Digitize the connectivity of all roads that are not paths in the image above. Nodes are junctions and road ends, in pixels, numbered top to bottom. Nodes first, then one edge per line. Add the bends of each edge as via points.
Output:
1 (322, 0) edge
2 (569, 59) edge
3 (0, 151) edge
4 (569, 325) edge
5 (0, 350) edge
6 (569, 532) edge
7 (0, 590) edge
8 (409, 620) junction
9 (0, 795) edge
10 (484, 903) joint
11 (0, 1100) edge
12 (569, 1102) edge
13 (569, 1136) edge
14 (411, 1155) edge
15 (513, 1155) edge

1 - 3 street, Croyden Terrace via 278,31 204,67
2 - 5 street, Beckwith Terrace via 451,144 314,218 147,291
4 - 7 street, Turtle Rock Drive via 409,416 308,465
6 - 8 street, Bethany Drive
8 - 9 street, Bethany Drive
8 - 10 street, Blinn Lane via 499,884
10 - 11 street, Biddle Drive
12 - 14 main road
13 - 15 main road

...

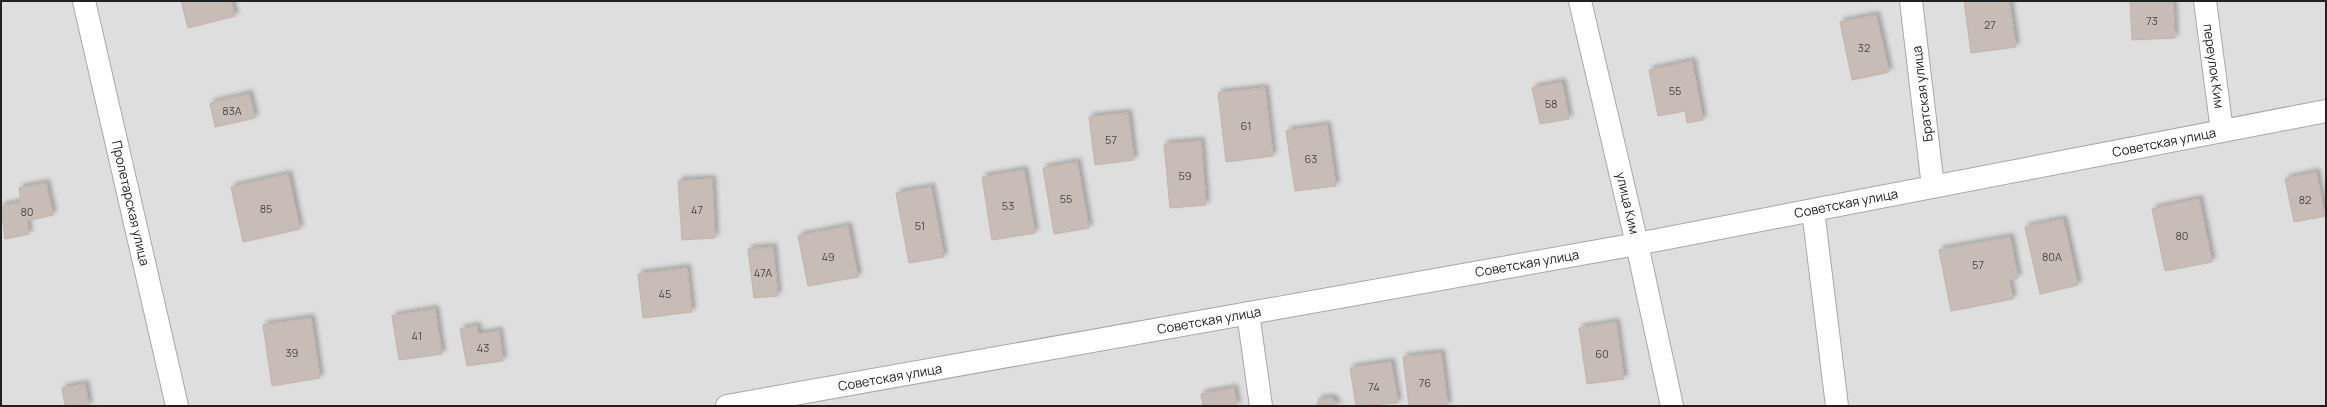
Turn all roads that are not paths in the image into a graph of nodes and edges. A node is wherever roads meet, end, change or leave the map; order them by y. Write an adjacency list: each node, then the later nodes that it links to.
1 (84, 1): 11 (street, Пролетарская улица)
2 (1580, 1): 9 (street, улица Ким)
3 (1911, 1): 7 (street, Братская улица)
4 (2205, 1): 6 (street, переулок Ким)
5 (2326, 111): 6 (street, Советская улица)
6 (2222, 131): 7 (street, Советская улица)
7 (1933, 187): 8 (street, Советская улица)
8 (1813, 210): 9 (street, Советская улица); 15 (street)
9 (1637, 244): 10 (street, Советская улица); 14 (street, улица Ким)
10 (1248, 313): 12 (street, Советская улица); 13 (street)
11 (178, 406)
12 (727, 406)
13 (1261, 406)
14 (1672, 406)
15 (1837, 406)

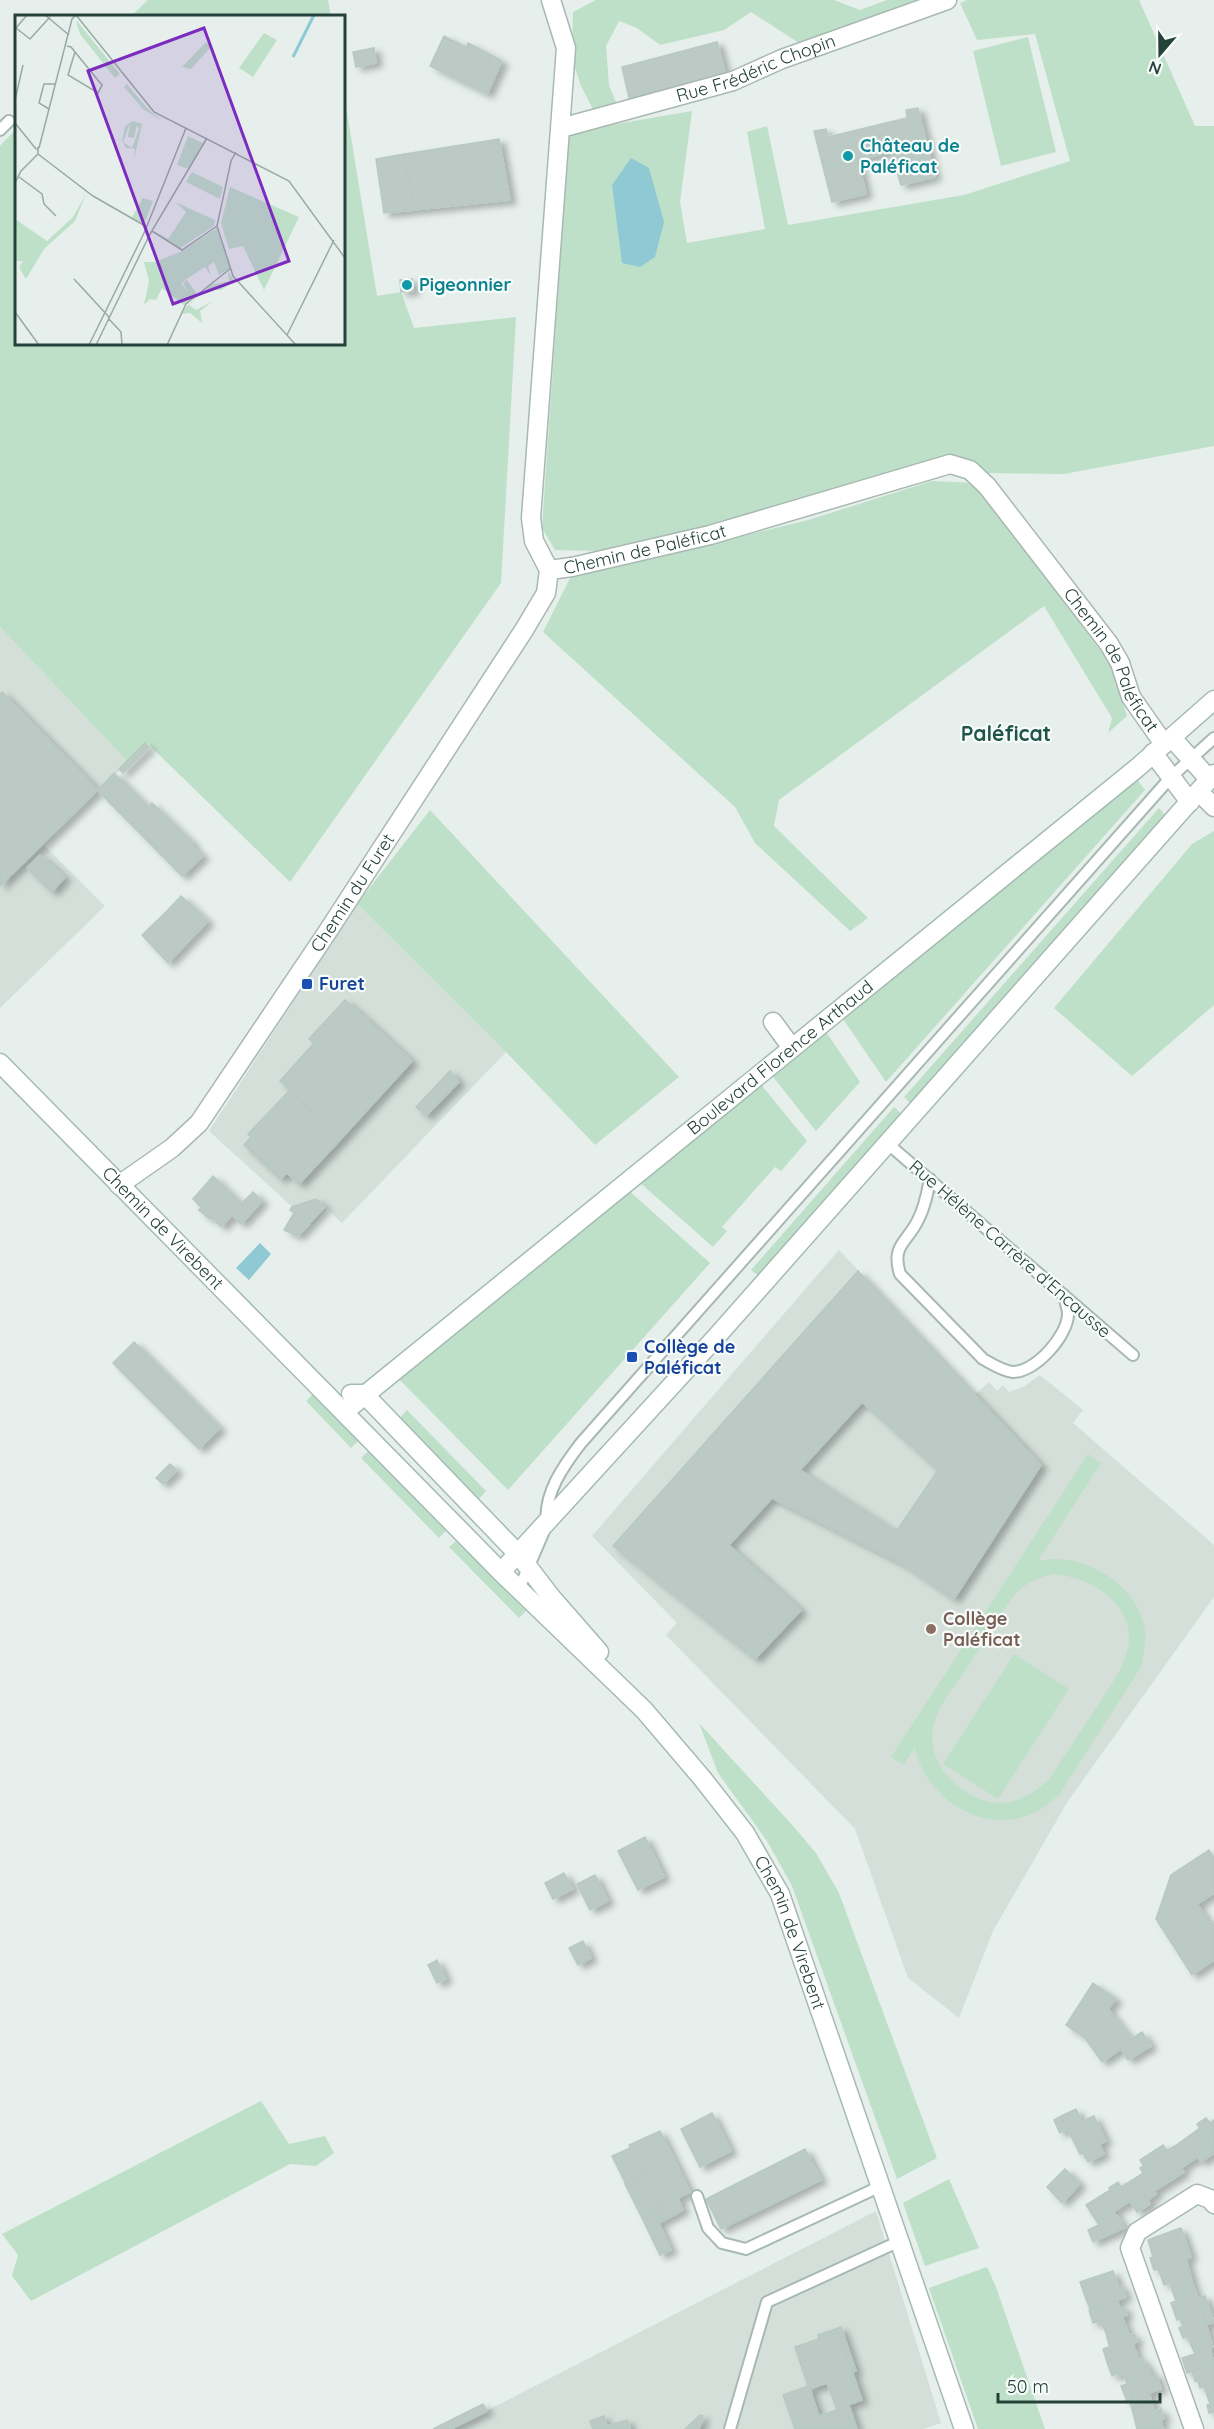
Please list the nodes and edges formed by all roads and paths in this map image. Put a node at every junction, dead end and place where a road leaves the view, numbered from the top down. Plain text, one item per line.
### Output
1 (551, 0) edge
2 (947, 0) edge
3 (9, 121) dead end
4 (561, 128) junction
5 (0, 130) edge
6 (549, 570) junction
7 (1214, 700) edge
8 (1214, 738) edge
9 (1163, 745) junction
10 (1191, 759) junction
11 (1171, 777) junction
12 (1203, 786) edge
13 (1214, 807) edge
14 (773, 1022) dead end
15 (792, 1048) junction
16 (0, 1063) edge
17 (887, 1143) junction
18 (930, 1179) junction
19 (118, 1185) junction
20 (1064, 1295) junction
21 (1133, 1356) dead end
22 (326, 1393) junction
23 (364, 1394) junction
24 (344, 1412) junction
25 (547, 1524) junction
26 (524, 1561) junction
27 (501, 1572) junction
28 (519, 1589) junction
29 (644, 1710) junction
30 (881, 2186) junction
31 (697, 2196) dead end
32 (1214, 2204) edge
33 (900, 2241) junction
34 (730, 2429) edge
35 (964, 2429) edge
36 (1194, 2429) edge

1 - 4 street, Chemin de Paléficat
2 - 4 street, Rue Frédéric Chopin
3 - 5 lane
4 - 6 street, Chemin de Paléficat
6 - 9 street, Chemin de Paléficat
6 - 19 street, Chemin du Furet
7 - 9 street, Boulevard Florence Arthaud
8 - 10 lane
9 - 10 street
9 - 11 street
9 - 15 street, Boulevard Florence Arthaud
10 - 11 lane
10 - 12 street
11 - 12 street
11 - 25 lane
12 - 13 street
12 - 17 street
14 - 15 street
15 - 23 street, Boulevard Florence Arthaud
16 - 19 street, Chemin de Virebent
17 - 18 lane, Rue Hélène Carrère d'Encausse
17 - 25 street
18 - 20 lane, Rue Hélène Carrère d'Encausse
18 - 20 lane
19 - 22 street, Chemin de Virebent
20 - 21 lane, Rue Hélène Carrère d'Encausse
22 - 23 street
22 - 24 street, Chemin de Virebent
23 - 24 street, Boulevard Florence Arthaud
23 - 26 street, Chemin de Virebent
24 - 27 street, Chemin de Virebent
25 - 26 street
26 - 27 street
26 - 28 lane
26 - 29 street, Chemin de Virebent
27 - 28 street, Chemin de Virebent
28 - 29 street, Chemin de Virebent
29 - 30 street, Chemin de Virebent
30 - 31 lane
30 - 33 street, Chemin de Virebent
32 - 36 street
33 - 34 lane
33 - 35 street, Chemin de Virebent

DIRECTIONS FOR THIS TASK:
Using the word "numbered" as the filter, copy each matching line from the material.

REPLY:
Digitize the connectivity of all roads that are not paths in the image above. Nodes are junctions and road ends, in pixels, numbered top to bottom. Nodes first, then one edge per line. Add the bends of each edge as via points.
Please list the nodes and edges formed by all roads and paths in this map image. Put a node at every junction, dead end and place where a road leaves the view, numbered from the top down. Plain text, one item per line.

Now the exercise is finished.